Однако у советского руководства эти брожения умов вызвали глубокую озабоченность. Огромное количество времени и энергии, затраченное на художественные и интеллектуальные проблемы Хрущевым, человеком малоинтеллигентным и абсолютно не проявлявшим ко всему этому личного интереса, безусловно – по крайней мере, отчасти – объясняется неизбывной тревогой подозрительных автократов за сохранность своей власти. Советские лидеры не забыли, сколь важную роль интеллигенция сыграла в становлении их собственного, уже немолодого теперь революционного движения. Сознавали они и то, что ленинские правительства – сколь угодно «либеральные» или «десталинизированные» – целиком и полностью держатся на идеологии. Основа политической власти в тоталитарном государстве не регулярные всенародные выборы, какие имеют место при демократии, и не освященная религией наследственная преемственность традиционных форм авторитарного господства. Власть коммунистов в СССР по-прежнему зиждется на метафизических притязаниях их партии быть авангардом исторического процесса на переходе «от царства необходимости к царству свободы». Хотя СССР мог бы отбросить свои идеологические притязания и стать просто сильным государством с неавторитарной, плюралистической культурой, нет оснований (как показывает история нацистской Германии) предполагать, что такое развитие с необходимостью следует из роста образованности и благосостояния.
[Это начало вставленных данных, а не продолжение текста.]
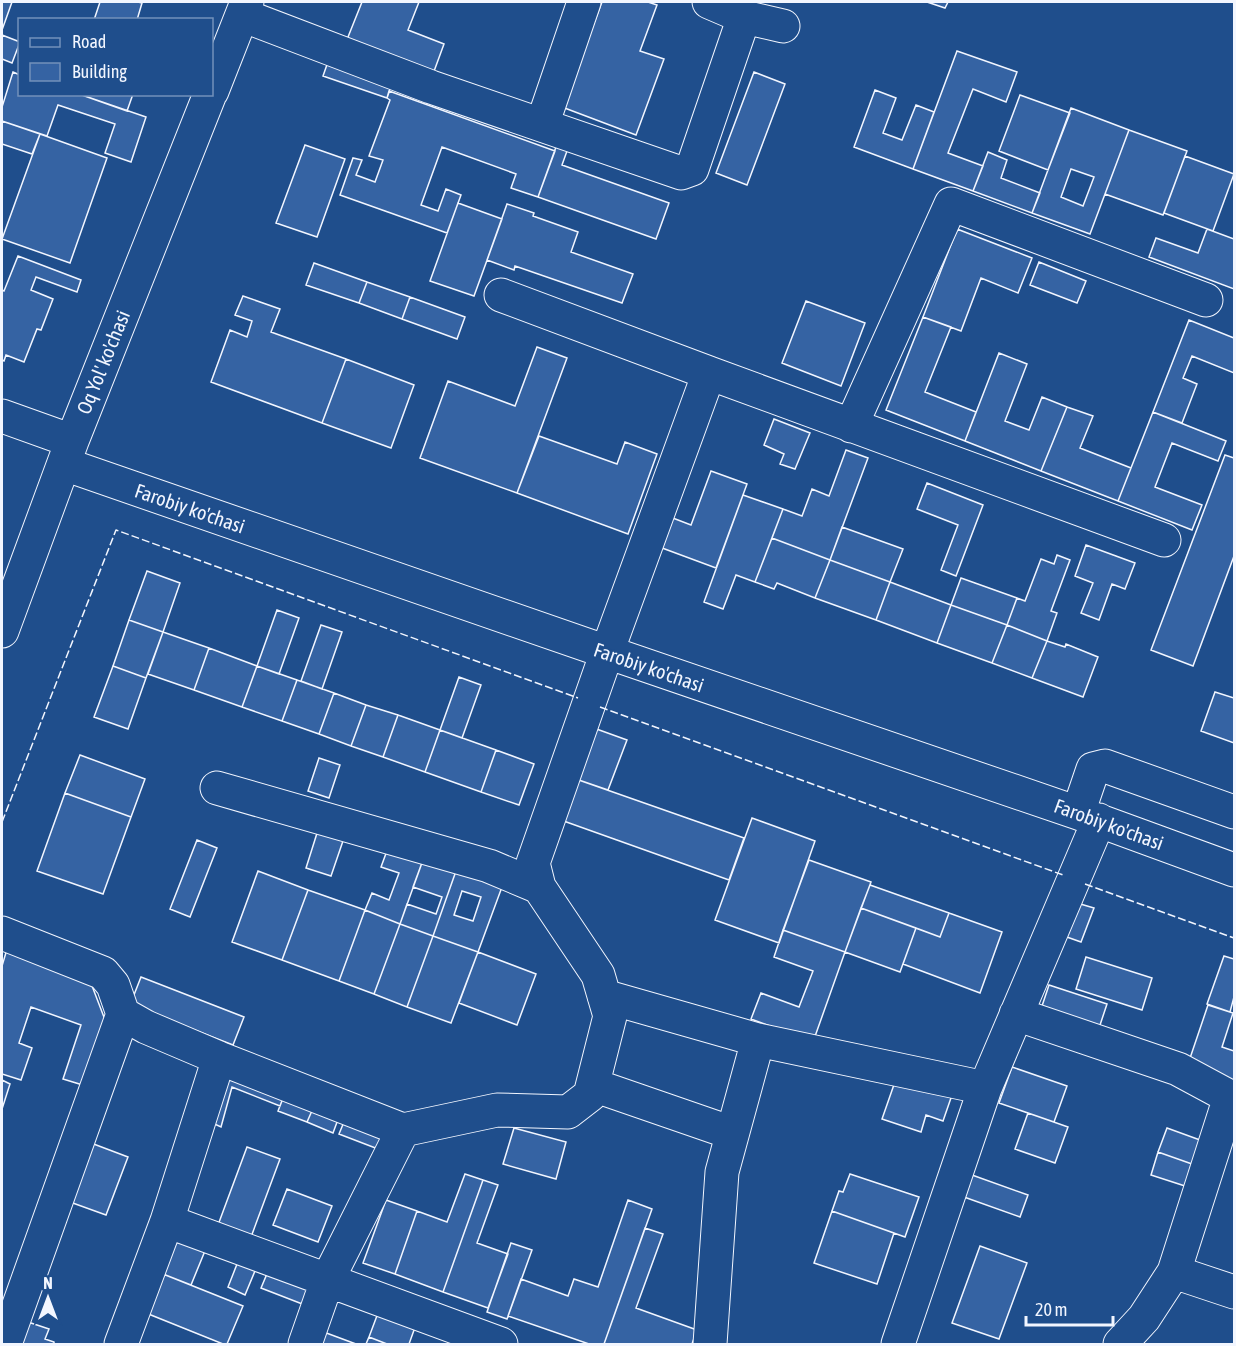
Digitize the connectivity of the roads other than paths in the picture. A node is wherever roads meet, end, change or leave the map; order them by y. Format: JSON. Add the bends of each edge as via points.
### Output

И все-таки минимум четыре момента позволяют сделать вывод, что брожения послестаЛинской эпохи скорее начало какого-то нового этапа, нежели завершенный или проходной эпизод. Во-первых, само число людей, охваченных этими брожениями. Прежние идеологические волнения в российской истории неизменно происходили в рамках небольших ограниченных групп, которые в относительной изоляции от населения в целом бурно обсуждали те или иные вопросы. Куда больше людей читали шовинистический «Русский вестник» Каткова, чем «Отечественные записки» Михайловского, сентиментальную иллюстрированную «Ниву», чем «Мир искусства». В СССР 60-х гг., однако, идеологические споры пелись на страницах куда более широко распространенных журналов – и среди грамотного населения, которое до некоторой степени наторело в идеологической терминологии. Монополия коммунистической партии на органы информации, казалось, утрачивала свое значение, и это в период, когда конкретные установки по многим вопросам оставались либо неясными, либо невыполненными.